Menurut Gus Nuril, agama telah dijadikan sampah karena pilpres dan bisa berujung pada kemusyrikan sistematis. Negara juga sudah mengakui sejumlah agama dan kepercayaan, sehingga tidak boleh mengkafir-kafirkan orang lain.
"Kalau ada yang mengkafir-kafirkan, Jokowi harus tegas menyuruh TNI untuk menangkap, kalau tidak, Jokowi ya hanya kebelet jadi presiden," kata Gus Nuril.
Semua orang sibuk mempertahankan agama, tetapi tidak ada yang menjalankan agama. "Bangsa Indonesia keracunan agama paling parah," tutur Gus Nuril.
Pancasila dan Khilafah
Gus Nuril mengatakan NKRI yang didirikan dengan semangat persatuan oleh segenap komponen bangsa dari berbagai suku, adat istiadat, bahasa, etnis, budaya, serta agama dan aliran kepercayaan menghadapi ancaman organisasi-organisasi radikal. Keberadaan organisasi yang menanamkan benih radikalisme telah merusak makna kebangsaan Indonesia.
"Benih-benih radikalisme muncul dari sikap intoleransi pada tiap individu terhadap perbedaan yang ada di sekitarnya," ujarnya.
Ia mencontohkan, saat ini Indonesia mengalami tren penurunan sikap toleransi antarumat beragama. Menguatnya isu identitas, suku, ras, dan agama memungkinkan peningkatan situasi intoleran di Indonesia, terlebih di tahun-tahun politik.

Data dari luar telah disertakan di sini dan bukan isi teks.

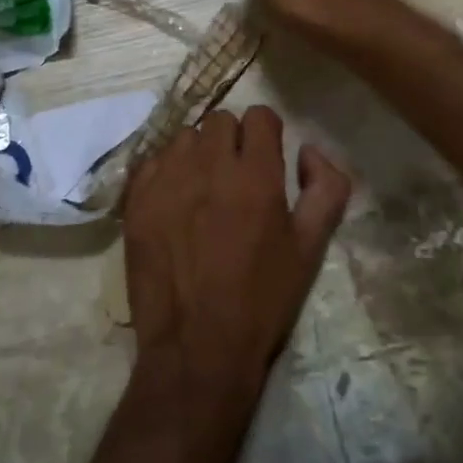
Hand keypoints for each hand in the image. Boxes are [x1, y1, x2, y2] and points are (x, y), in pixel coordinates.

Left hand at [123, 107, 351, 409]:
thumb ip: (325, 188)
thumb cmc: (262, 299)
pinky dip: (165, 172)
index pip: (260, 116)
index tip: (266, 158)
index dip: (267, 134)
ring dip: (197, 154)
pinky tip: (173, 203)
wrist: (196, 346)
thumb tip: (309, 150)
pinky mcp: (136, 199)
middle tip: (235, 179)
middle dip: (232, 141)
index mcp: (256, 175)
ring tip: (202, 191)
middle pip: (220, 121)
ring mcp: (167, 179)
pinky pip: (153, 161)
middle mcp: (208, 165)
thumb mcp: (310, 248)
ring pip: (184, 138)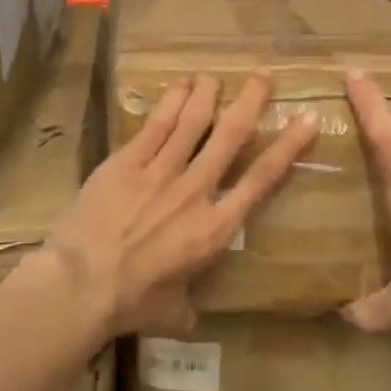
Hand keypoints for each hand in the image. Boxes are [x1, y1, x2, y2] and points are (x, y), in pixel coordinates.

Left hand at [46, 73, 317, 336]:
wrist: (82, 283)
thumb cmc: (132, 303)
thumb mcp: (174, 313)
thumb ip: (189, 305)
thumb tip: (190, 315)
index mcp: (214, 228)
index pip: (261, 179)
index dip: (289, 146)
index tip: (308, 119)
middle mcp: (194, 191)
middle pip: (230, 137)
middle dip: (250, 103)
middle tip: (262, 77)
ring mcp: (159, 172)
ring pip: (192, 122)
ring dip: (208, 94)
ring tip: (216, 75)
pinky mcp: (126, 162)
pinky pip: (156, 125)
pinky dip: (171, 101)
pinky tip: (180, 85)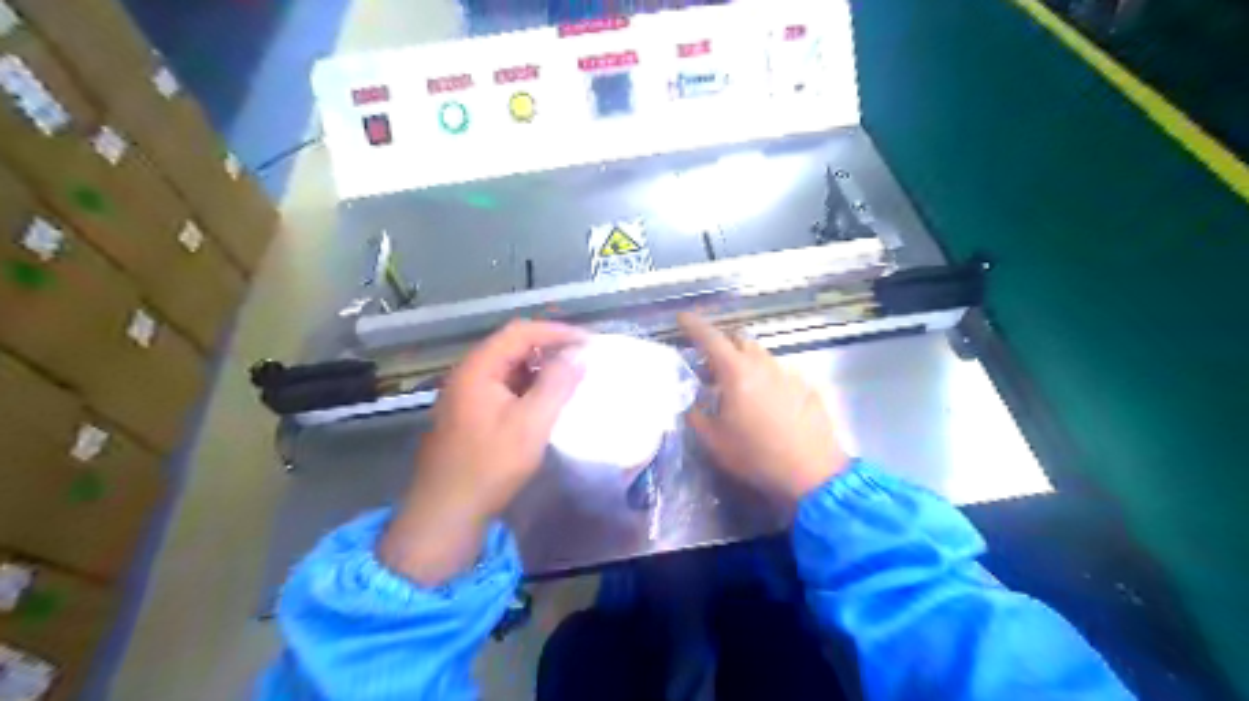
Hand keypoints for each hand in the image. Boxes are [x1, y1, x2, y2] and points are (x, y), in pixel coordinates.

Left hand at [378, 320, 587, 584]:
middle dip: (550, 348)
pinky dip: (529, 387)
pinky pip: (504, 387)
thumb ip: (556, 385)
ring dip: (540, 369)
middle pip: (513, 346)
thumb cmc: (489, 466)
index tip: (588, 342)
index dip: (557, 332)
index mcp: (478, 368)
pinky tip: (547, 402)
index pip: (521, 331)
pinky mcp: (471, 413)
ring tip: (571, 379)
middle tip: (583, 359)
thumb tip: (577, 356)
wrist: (446, 512)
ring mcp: (467, 394)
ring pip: (509, 367)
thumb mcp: (530, 424)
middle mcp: (469, 373)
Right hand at [681, 316, 849, 506]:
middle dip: (722, 346)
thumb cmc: (757, 456)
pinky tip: (766, 406)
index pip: (710, 338)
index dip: (693, 325)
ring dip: (745, 364)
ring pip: (761, 356)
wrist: (812, 473)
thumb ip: (697, 416)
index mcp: (737, 373)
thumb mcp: (715, 441)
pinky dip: (766, 381)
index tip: (682, 317)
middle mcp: (763, 365)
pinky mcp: (806, 388)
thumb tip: (690, 404)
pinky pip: (779, 374)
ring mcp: (788, 374)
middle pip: (739, 340)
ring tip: (738, 391)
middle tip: (711, 369)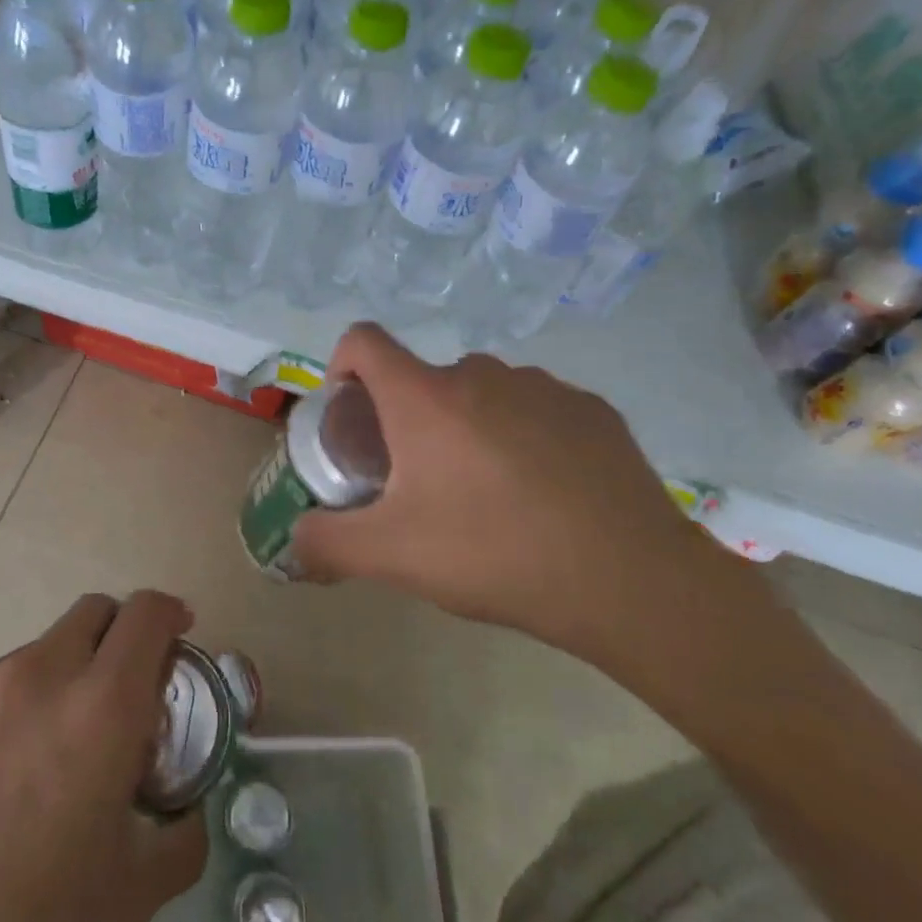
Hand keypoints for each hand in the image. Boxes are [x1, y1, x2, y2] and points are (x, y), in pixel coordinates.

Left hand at [0, 592, 206, 921]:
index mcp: (99, 710)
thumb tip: (183, 804)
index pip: (145, 614)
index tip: (175, 638)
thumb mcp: (134, 893)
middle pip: (88, 615)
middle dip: (113, 643)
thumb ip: (178, 830)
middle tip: (111, 703)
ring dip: (47, 690)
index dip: (167, 616)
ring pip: (27, 659)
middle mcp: (32, 676)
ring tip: (29, 769)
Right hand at [290, 324, 735, 671]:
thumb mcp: (393, 557)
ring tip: (487, 491)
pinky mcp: (592, 408)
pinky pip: (536, 408)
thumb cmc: (495, 554)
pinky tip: (545, 491)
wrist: (630, 581)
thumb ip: (327, 544)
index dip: (343, 364)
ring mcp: (543, 386)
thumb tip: (291, 542)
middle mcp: (481, 373)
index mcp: (425, 398)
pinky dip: (523, 434)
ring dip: (468, 426)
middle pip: (423, 378)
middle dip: (410, 419)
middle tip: (421, 481)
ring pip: (482, 393)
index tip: (352, 413)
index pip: (364, 340)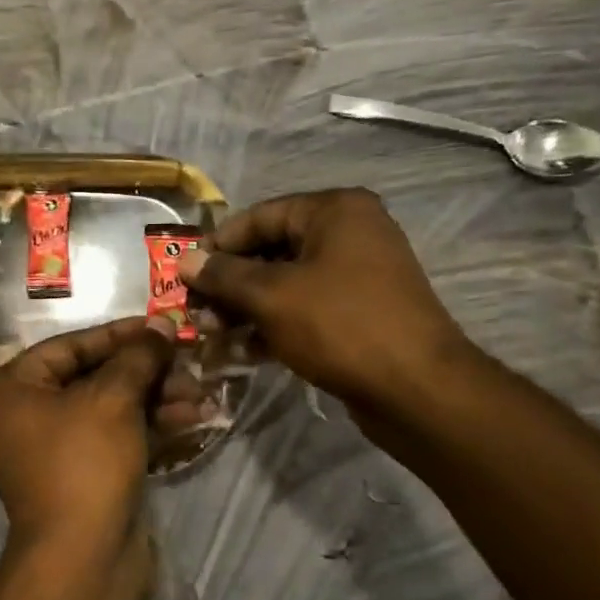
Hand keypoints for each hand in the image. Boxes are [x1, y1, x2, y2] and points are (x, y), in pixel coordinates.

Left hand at [0, 317, 201, 558]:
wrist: (82, 558)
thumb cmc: (85, 463)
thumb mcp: (112, 399)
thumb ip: (137, 357)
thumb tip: (159, 328)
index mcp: (11, 389)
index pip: (70, 346)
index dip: (120, 334)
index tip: (161, 325)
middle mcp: (24, 415)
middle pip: (92, 377)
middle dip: (144, 370)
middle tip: (187, 361)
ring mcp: (53, 449)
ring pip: (109, 408)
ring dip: (155, 398)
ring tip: (200, 393)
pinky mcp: (81, 476)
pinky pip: (115, 438)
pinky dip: (148, 426)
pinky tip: (191, 418)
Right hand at [180, 188, 469, 406]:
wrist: (416, 387)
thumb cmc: (340, 326)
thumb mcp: (272, 296)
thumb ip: (224, 276)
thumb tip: (184, 261)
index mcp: (335, 211)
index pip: (259, 217)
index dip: (217, 246)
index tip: (183, 276)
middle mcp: (350, 233)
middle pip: (272, 250)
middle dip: (230, 283)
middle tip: (197, 312)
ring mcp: (359, 274)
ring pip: (286, 283)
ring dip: (247, 308)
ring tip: (214, 335)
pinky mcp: (360, 311)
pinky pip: (306, 308)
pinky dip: (275, 324)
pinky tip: (245, 351)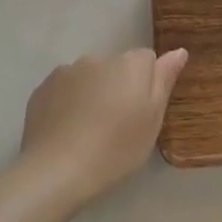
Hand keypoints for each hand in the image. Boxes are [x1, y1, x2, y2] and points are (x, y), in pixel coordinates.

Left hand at [20, 48, 188, 207]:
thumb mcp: (152, 120)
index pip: (147, 59)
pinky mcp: (43, 87)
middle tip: (116, 124)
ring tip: (88, 129)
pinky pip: (65, 88)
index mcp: (130, 64)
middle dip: (119, 86)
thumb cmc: (115, 148)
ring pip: (89, 76)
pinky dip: (68, 101)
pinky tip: (67, 129)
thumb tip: (178, 51)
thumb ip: (164, 80)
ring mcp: (67, 70)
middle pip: (117, 66)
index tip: (141, 111)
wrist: (56, 169)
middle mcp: (99, 58)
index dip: (147, 84)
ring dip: (93, 92)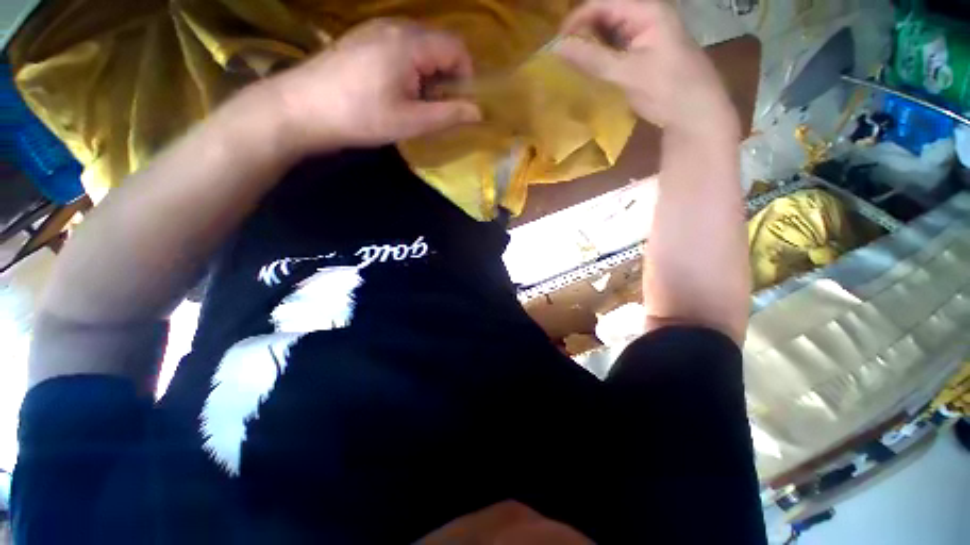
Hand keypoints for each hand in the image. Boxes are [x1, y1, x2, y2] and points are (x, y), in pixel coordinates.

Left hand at [266, 19, 481, 153]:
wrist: (303, 108)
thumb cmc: (362, 116)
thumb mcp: (411, 121)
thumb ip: (449, 115)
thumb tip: (479, 112)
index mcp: (411, 42)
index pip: (457, 48)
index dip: (466, 76)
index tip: (459, 104)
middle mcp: (396, 26)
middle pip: (439, 45)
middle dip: (447, 77)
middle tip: (436, 108)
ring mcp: (376, 29)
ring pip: (420, 47)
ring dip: (428, 74)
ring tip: (415, 103)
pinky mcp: (363, 38)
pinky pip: (400, 47)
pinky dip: (410, 69)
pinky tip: (395, 91)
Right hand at [554, 0, 738, 139]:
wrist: (694, 114)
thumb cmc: (667, 89)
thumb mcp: (628, 73)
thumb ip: (592, 59)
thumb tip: (556, 48)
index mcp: (648, 10)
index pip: (603, 3)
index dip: (577, 19)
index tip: (556, 44)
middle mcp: (646, 16)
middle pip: (605, 15)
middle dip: (582, 33)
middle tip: (562, 57)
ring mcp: (645, 35)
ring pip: (608, 33)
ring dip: (590, 47)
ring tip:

"Lebih dari itu, ada sebuah gerakan yang pernah terjadi di Indonesia pada 2 Desember 2016, yang memicu naiknya intoleransi di Indonesia," ucapnya.
Menurut Gus Nuril, sikap intoleransi di Indonesia masih menjadi tugas yang harus diselesaikan akar persoalannya. Ia juga mempertanyakan, apakah selama ini memang bangsa Indonesia belum bergerak maju dalam menjaga kerukunan antarumat beragama dan antar anak bangsa.
"Apakah kita hanya akan diam dan membiarkan negara Indonesia semakin terpecah dan tak lagi mencerminkan sikap persatuan seperti yang tercantum di dasar negara Pancasila," kata Gus Nuril.
Advertisement
Bagaimana Mengembalikan Pancasila?
Romo Benny menuturkan kondisi yang dihadapi saat ini adalah pragmatisme politik. Pancasila tidak lagi membumi karena tidak dijalankan dengan benar.
Ia menilai Jokowi mewarisi vacuum ideologi. Sebab, pascaOrde Baru, orang cenderung paranoid dengan Pancasila yang dianggap doktrin kekuasaan.
"Tantangan yang kita hadapi saat ini adalah pemahaman ideologi, di negara maju, nasionalisme itu menjadi kekuatan mereka," ujar Romo Benny.
Ia mencontohkan, anak-anak di Amerika Serikat dididik mencium bendera sebagai bentuk cinta tanah air. Mereka tidak menjadi bangsa yang kerdil. Kalah dalam perang Vietnam, mereka menciptakan tokoh Rambo untuk menanamkan pemikiran Amerika Serikat tetap bangsa yang besar.
"Bangsa-bangsa yang bisa maju ketika persoalan ideologi selesai, sehingga bisa teraktualisasi dalam kehidupan bersama," tuturnya.
Romo Benny menceritakan kisah Gus Dur yang ketika itu masih duduk di bangku SD. Suatu malam ayah Gus Dur didatangi Tan Malaka yang memberikan uang untuk urunan ketua partai Masyumi yang belum punya rumah.
Kejadian itu menggambarkan, sekalipun mereka berbeda ideologi tetapi mereka menjalankan politik bermartabat. "Karena ideologi partai mereka tidak pragmatisme," ucapnya.
Ketika ideologi partai berbeda, maka yang dipegang adalah ideologi Pancasila. Secara praktis, ideologi Pancasila dijalankan.